> Task directions
Look through the listing below, and wherever a line has the string "other", pull it out.

Segment Start: Data to use

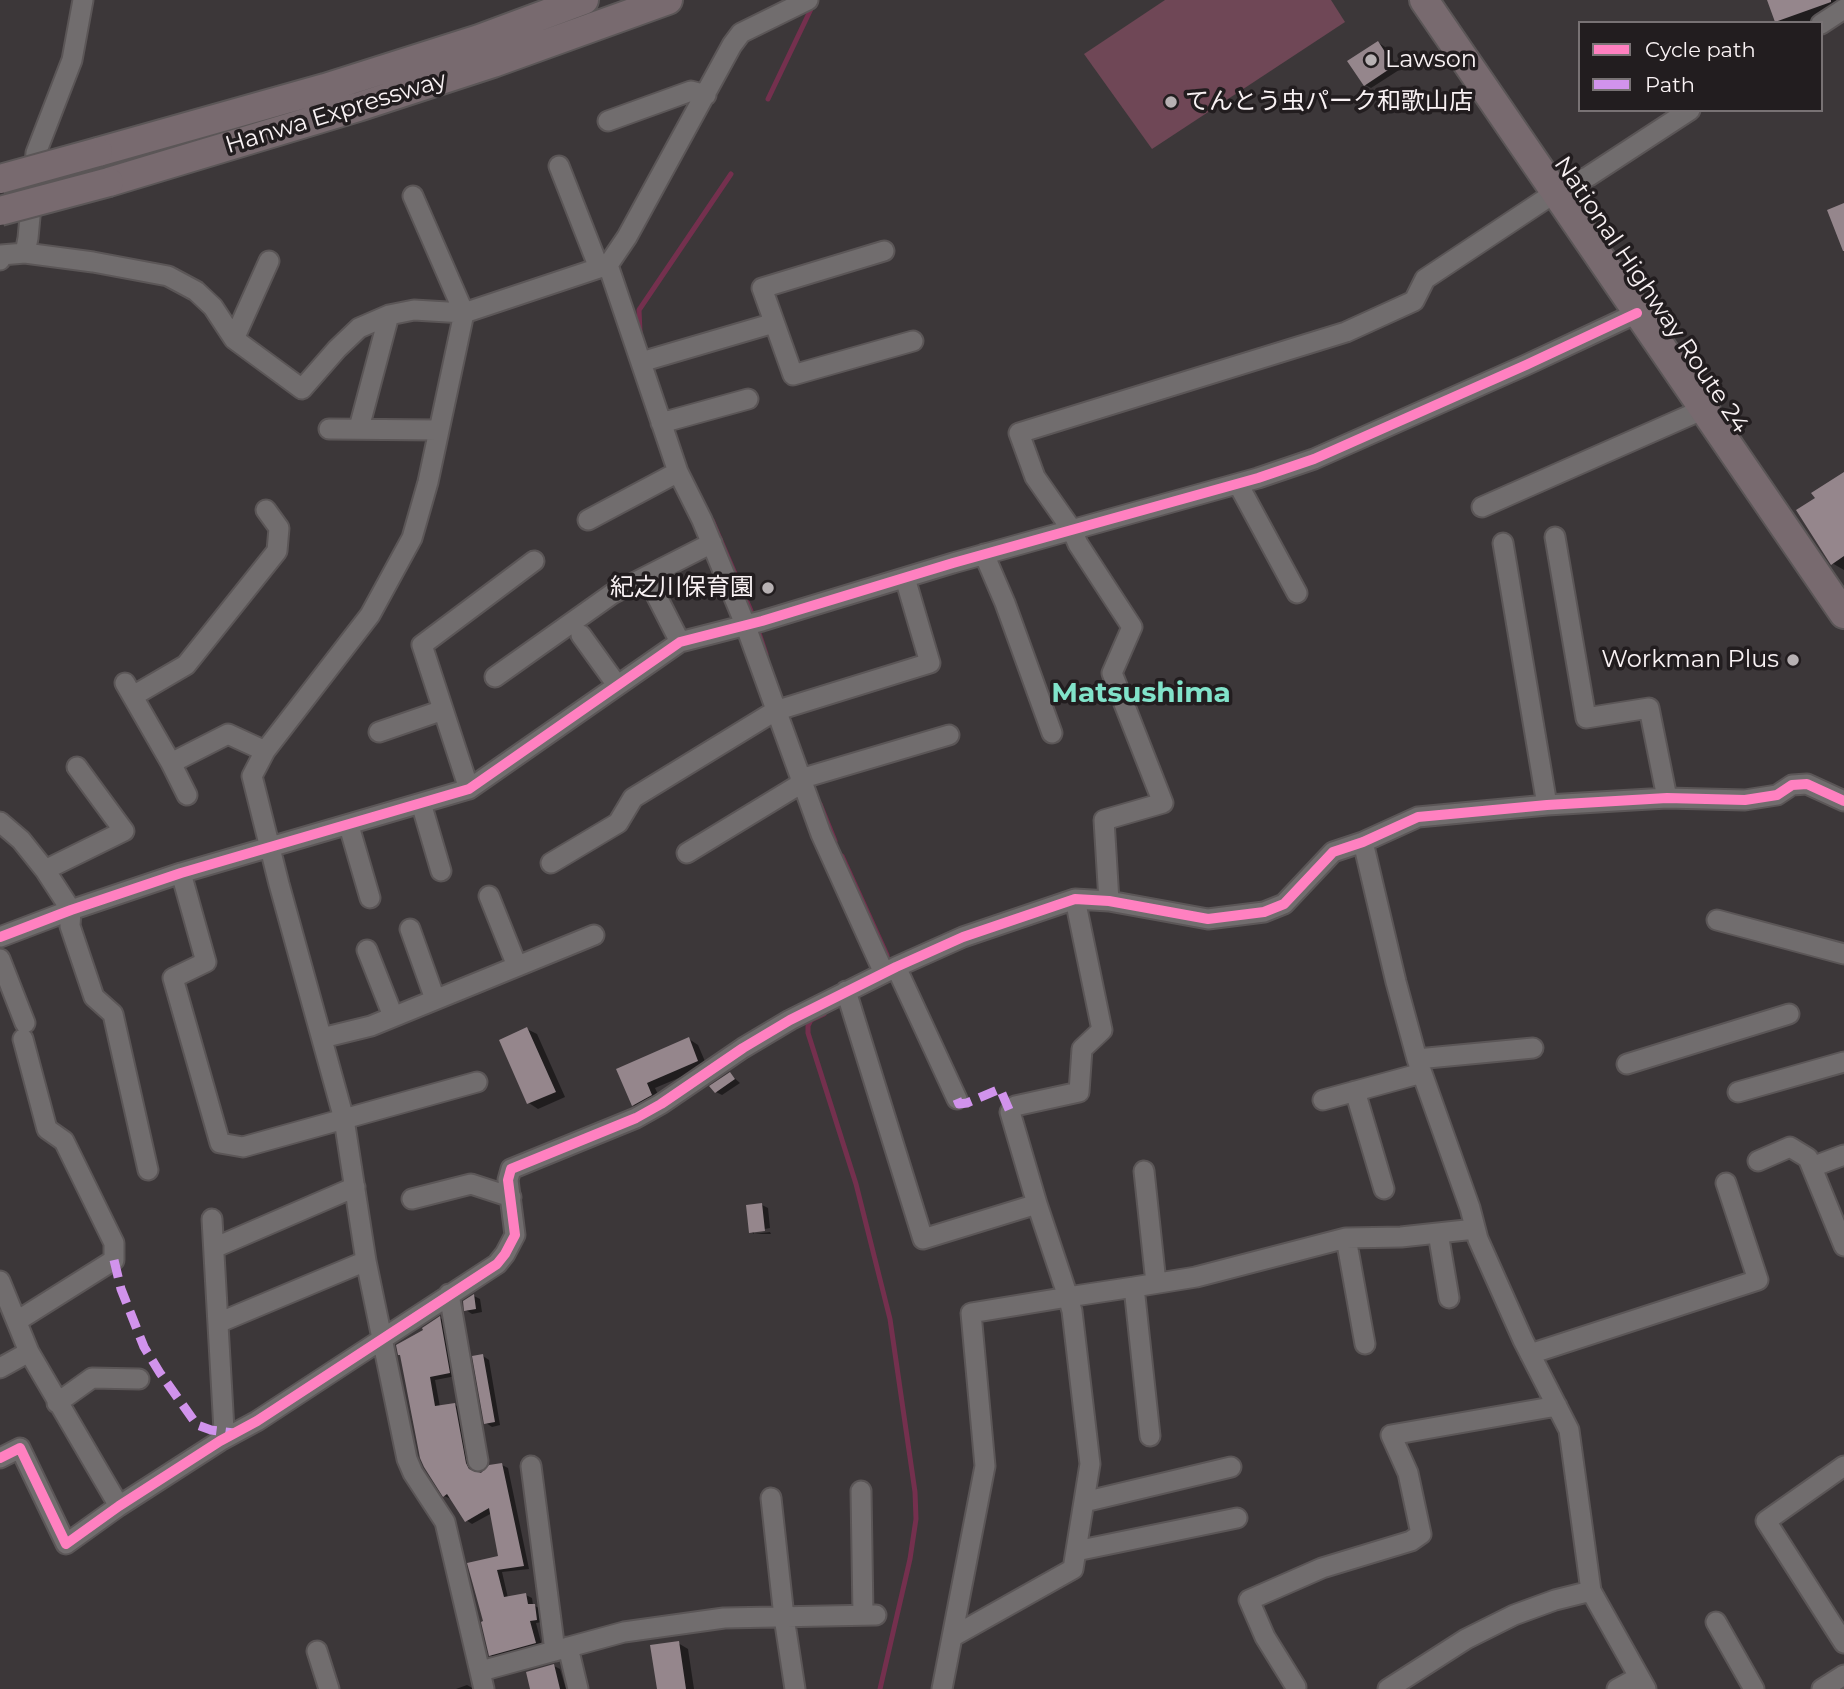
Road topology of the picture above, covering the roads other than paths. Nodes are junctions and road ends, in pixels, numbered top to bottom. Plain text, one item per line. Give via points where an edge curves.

Segment End: Data to use
Segment Start: Data to use

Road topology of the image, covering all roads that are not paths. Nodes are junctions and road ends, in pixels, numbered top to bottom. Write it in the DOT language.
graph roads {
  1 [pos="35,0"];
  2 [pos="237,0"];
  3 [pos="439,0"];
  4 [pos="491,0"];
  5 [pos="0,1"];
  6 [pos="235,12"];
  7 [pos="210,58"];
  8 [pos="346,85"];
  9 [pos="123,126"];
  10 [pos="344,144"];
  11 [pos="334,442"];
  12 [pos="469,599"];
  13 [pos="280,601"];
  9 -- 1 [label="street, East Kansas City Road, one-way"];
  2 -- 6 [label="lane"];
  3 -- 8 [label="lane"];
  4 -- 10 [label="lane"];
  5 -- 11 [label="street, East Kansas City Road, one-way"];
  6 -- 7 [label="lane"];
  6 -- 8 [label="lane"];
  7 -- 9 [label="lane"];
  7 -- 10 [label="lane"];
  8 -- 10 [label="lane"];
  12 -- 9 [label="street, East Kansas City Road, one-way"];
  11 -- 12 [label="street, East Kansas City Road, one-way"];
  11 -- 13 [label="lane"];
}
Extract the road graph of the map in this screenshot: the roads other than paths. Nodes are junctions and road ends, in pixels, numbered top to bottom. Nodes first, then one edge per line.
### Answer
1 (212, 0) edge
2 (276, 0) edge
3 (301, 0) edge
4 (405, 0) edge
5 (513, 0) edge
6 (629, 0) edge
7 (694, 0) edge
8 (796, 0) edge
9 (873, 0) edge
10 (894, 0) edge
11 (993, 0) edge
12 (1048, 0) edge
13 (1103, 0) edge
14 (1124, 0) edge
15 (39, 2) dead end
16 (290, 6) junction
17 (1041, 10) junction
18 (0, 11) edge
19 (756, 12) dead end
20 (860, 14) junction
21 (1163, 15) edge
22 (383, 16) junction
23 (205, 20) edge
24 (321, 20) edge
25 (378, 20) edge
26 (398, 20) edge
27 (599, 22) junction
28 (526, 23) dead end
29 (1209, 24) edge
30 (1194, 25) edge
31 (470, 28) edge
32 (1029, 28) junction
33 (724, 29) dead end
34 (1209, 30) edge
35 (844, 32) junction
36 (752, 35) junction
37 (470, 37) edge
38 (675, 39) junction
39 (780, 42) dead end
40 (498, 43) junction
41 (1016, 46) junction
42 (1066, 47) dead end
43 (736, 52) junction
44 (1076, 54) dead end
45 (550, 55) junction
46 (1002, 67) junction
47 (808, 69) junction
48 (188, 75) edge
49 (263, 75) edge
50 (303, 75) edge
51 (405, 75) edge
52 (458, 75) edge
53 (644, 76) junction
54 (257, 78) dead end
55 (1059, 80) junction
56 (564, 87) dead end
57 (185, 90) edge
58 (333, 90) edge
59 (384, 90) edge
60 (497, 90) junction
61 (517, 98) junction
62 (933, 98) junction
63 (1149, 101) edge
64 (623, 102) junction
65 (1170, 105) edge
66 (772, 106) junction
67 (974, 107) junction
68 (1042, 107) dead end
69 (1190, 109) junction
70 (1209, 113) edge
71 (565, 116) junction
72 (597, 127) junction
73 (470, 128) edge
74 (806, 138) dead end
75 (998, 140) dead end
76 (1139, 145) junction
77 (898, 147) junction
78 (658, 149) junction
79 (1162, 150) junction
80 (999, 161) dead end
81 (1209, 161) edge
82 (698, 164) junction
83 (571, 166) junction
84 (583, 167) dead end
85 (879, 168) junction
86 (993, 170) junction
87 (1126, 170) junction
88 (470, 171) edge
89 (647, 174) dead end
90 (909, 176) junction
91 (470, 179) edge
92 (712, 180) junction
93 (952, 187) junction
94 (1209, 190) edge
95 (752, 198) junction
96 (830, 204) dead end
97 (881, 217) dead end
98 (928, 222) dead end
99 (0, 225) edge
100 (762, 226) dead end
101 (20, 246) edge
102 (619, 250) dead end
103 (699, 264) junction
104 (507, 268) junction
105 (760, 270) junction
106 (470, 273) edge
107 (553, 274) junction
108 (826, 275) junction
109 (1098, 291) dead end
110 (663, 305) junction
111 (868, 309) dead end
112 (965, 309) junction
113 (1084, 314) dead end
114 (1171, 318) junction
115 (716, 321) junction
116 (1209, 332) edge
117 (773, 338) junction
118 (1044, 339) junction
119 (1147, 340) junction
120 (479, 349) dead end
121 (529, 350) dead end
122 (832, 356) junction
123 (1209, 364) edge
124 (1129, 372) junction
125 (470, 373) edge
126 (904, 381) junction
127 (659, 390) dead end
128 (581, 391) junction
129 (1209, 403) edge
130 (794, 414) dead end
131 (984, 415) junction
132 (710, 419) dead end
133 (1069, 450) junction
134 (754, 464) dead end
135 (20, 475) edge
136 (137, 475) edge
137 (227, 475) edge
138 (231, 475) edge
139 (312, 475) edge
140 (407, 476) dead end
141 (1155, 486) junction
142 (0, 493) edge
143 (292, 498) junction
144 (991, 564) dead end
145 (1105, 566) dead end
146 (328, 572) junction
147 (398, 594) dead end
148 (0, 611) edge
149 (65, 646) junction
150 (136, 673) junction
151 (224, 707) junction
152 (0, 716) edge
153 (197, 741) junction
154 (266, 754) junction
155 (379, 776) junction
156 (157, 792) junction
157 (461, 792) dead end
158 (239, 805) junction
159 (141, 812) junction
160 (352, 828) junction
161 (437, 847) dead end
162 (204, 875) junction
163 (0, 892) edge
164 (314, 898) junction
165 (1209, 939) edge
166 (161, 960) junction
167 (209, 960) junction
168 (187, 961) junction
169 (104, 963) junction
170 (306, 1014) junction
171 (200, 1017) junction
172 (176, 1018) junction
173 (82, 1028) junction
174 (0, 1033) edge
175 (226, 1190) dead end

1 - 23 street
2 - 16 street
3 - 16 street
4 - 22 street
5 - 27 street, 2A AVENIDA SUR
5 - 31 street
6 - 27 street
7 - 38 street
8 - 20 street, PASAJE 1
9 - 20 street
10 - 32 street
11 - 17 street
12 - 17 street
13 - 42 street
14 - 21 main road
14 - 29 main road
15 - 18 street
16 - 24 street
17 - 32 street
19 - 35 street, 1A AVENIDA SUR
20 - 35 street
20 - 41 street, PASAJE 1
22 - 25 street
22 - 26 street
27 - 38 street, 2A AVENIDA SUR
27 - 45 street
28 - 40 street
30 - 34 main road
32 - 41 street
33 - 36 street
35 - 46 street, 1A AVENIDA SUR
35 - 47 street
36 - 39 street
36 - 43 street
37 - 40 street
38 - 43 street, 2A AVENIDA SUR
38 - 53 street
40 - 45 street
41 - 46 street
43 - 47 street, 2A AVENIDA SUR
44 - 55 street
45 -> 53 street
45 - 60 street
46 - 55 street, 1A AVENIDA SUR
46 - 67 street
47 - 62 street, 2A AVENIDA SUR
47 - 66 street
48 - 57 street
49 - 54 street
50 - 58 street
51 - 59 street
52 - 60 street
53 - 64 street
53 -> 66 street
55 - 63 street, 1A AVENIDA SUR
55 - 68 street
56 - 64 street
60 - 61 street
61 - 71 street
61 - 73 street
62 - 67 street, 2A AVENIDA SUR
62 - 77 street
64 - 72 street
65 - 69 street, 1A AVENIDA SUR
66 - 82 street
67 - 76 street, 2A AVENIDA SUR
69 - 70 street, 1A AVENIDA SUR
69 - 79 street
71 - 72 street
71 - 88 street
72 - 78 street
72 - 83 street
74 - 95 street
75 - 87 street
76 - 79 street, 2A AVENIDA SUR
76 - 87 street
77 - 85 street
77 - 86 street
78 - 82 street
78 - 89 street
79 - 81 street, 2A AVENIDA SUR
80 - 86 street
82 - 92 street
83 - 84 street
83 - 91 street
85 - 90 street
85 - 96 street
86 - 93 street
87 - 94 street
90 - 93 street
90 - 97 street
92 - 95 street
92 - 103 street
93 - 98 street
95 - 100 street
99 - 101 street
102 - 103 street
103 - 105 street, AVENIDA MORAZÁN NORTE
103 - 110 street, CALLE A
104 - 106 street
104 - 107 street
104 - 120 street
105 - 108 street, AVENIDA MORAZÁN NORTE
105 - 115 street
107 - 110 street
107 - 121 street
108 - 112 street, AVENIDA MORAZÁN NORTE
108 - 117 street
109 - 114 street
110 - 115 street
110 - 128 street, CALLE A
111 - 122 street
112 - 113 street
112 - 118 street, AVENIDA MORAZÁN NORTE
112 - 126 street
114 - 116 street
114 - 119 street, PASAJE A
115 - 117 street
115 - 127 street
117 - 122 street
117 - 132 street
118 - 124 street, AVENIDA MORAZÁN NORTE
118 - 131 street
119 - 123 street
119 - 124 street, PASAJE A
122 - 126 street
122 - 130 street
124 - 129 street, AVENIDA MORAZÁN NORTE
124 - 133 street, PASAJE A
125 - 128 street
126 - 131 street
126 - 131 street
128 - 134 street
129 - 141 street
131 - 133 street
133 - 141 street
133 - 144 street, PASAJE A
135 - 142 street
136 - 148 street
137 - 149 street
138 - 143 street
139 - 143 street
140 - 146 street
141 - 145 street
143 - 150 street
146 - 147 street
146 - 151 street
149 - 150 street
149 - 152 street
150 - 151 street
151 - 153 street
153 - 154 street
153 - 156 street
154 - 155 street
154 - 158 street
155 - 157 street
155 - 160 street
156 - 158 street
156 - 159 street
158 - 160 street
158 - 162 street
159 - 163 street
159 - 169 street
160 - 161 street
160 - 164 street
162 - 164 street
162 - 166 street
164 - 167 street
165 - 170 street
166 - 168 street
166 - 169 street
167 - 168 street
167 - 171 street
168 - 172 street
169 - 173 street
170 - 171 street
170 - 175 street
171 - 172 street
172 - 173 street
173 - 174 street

Segment End: Data to use
Segment Start: Data to use

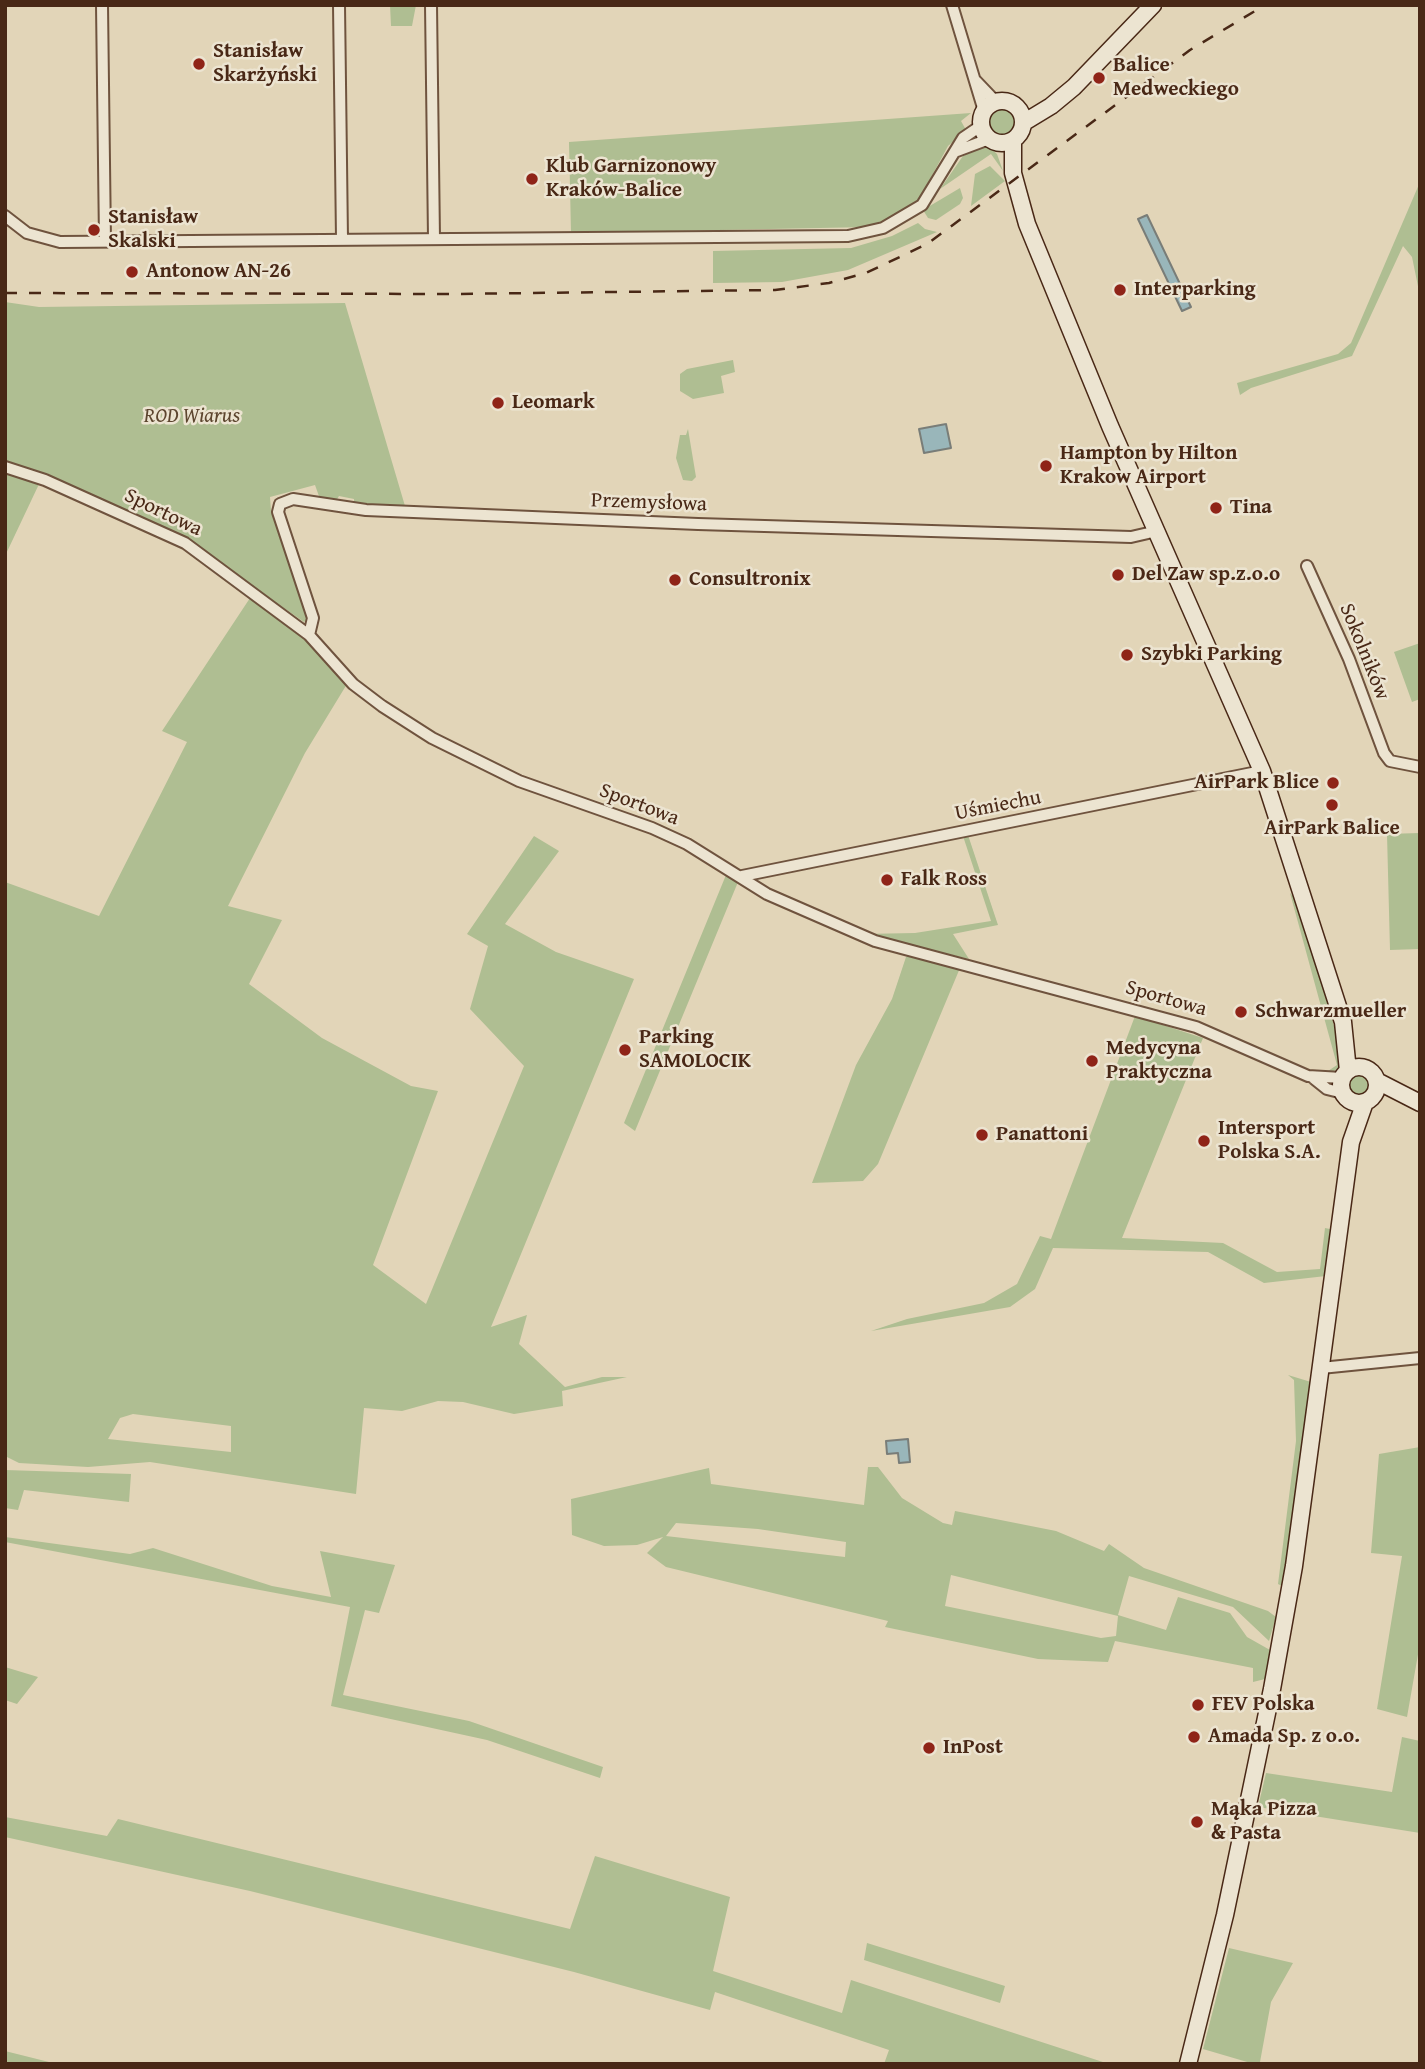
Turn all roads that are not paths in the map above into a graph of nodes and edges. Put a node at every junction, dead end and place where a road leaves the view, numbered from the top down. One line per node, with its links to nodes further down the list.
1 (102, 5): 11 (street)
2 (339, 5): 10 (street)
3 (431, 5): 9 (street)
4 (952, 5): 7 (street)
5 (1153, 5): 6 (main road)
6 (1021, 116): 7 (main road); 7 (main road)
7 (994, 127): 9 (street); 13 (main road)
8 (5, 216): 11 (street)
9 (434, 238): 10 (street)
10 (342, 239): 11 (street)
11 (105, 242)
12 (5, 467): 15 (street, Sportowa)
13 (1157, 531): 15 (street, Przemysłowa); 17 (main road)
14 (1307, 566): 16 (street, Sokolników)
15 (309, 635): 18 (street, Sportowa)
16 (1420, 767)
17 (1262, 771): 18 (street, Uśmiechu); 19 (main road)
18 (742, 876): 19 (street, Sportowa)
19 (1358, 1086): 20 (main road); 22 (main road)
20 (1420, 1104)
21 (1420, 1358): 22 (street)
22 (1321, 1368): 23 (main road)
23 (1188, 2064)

Segment End: Data to use

> Task output
Road topology of the picture above, covering the roads other than paths. Nodes are junctions and road ends, in pixels, numbered top to bottom. Plain text, one item per line. Give via points where an edge curves.
Extract the road graph of the map in this screenshot: the roads other than paths. Nodes are junctions and road ends, in pixels, numbered top to bottom. Nodes first, then one edge per line.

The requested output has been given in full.